Seul Eric Stauffer pouvait être capable de rater sa démission, tant le président d’honneur du Mouvement citoyens genevois (MCG) demeure une créature politique incontrôlée et incontrôlable. Alors que les photographes et les caméras s’apprêtaient à saisir l’instant où le député allait prendre une dernière fois la parole au Grand Conseil, il a fallu compter sur un hasard du destin (ou une énième manœuvre de l’intéressé?) pour doucher les espoirs de ses adversaires parlementaires qui s’attendaient vraisemblablement à vivre un moment jouissif, la main droite lascivement plongée dans une boîte de pop-corn.

«Bloqué»

«Bloqué à Belgrade.» Voilà la raison invoquée par Eric Stauffer pour expliquer son absence, ce jeudi soir, au Parlement où il devait officialiser sa rupture avec le parti qu’il a cofondé il y a dix ans. Mais surtout, où il devait signer sa lettre de démission du Législatif.
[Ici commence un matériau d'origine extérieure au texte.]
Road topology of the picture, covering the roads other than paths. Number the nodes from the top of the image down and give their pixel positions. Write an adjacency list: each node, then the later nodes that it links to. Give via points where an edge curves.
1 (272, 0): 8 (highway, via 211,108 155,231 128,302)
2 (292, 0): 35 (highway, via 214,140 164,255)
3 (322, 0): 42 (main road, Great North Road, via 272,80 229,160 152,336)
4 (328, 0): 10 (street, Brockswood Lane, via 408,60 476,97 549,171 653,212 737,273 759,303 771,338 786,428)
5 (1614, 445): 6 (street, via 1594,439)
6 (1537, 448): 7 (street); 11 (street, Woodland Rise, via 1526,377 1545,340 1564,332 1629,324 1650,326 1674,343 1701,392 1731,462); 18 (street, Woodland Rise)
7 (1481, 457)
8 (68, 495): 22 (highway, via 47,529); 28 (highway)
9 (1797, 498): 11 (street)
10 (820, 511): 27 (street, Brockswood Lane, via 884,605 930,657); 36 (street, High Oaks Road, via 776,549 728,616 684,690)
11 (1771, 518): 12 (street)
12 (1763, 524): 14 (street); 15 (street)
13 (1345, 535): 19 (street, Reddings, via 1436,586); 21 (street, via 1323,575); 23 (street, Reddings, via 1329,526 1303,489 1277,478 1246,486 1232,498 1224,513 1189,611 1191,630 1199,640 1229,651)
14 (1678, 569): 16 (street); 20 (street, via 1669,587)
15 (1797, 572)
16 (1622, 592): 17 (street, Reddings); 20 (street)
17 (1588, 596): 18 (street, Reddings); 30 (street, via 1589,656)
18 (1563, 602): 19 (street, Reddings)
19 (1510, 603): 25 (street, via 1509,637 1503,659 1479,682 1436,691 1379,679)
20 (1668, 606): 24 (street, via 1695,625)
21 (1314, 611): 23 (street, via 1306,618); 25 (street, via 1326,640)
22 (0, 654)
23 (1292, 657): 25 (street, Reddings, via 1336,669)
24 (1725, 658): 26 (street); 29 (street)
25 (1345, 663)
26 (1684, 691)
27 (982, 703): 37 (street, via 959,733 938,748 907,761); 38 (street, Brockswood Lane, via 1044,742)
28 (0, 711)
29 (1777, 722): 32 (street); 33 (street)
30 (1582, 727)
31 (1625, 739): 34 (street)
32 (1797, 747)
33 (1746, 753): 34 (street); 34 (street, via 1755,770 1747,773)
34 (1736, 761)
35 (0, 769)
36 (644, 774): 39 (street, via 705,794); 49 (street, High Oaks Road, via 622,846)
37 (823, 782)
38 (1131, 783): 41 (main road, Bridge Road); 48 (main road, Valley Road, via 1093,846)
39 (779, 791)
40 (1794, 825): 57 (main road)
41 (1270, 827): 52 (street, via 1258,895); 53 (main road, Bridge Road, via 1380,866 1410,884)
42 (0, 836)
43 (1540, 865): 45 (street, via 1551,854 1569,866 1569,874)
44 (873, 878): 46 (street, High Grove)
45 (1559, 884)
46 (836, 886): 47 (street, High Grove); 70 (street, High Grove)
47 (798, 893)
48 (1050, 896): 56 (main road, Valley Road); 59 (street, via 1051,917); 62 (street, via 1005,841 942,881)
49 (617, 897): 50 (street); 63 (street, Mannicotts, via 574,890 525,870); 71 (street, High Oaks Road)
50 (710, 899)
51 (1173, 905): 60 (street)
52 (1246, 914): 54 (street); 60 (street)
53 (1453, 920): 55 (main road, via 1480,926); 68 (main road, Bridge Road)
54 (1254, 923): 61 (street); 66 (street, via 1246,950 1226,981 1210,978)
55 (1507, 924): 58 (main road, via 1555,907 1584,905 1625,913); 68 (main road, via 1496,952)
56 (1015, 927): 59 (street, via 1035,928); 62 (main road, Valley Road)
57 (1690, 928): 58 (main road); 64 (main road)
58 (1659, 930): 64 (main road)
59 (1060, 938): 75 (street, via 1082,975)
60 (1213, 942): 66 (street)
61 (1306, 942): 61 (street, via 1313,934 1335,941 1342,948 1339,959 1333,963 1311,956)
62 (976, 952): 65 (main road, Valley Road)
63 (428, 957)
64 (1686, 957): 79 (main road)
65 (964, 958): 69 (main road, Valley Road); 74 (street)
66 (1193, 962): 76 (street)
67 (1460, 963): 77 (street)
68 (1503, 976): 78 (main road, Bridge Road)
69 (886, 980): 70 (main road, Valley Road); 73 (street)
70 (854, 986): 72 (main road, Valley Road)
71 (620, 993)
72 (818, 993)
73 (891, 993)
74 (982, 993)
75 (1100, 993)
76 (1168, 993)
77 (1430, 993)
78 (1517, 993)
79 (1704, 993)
Or, sans le précieux paraphe au bas de la missive effectivement reçue par le sautier du Grand Conseil, l’abdication du député ne peut être considérée que comme une promesse. Celles-là mêmes qui n’engagent que ceux qui y croient…

Il faudra vraisemblablement attendre la prochaine session de juin du Parlement pour retrouver Eric Stauffer. D’ici là, peut-être, aura-t-il encore changé d’avis ou décidé de fonder un nouveau parti. Qui sait?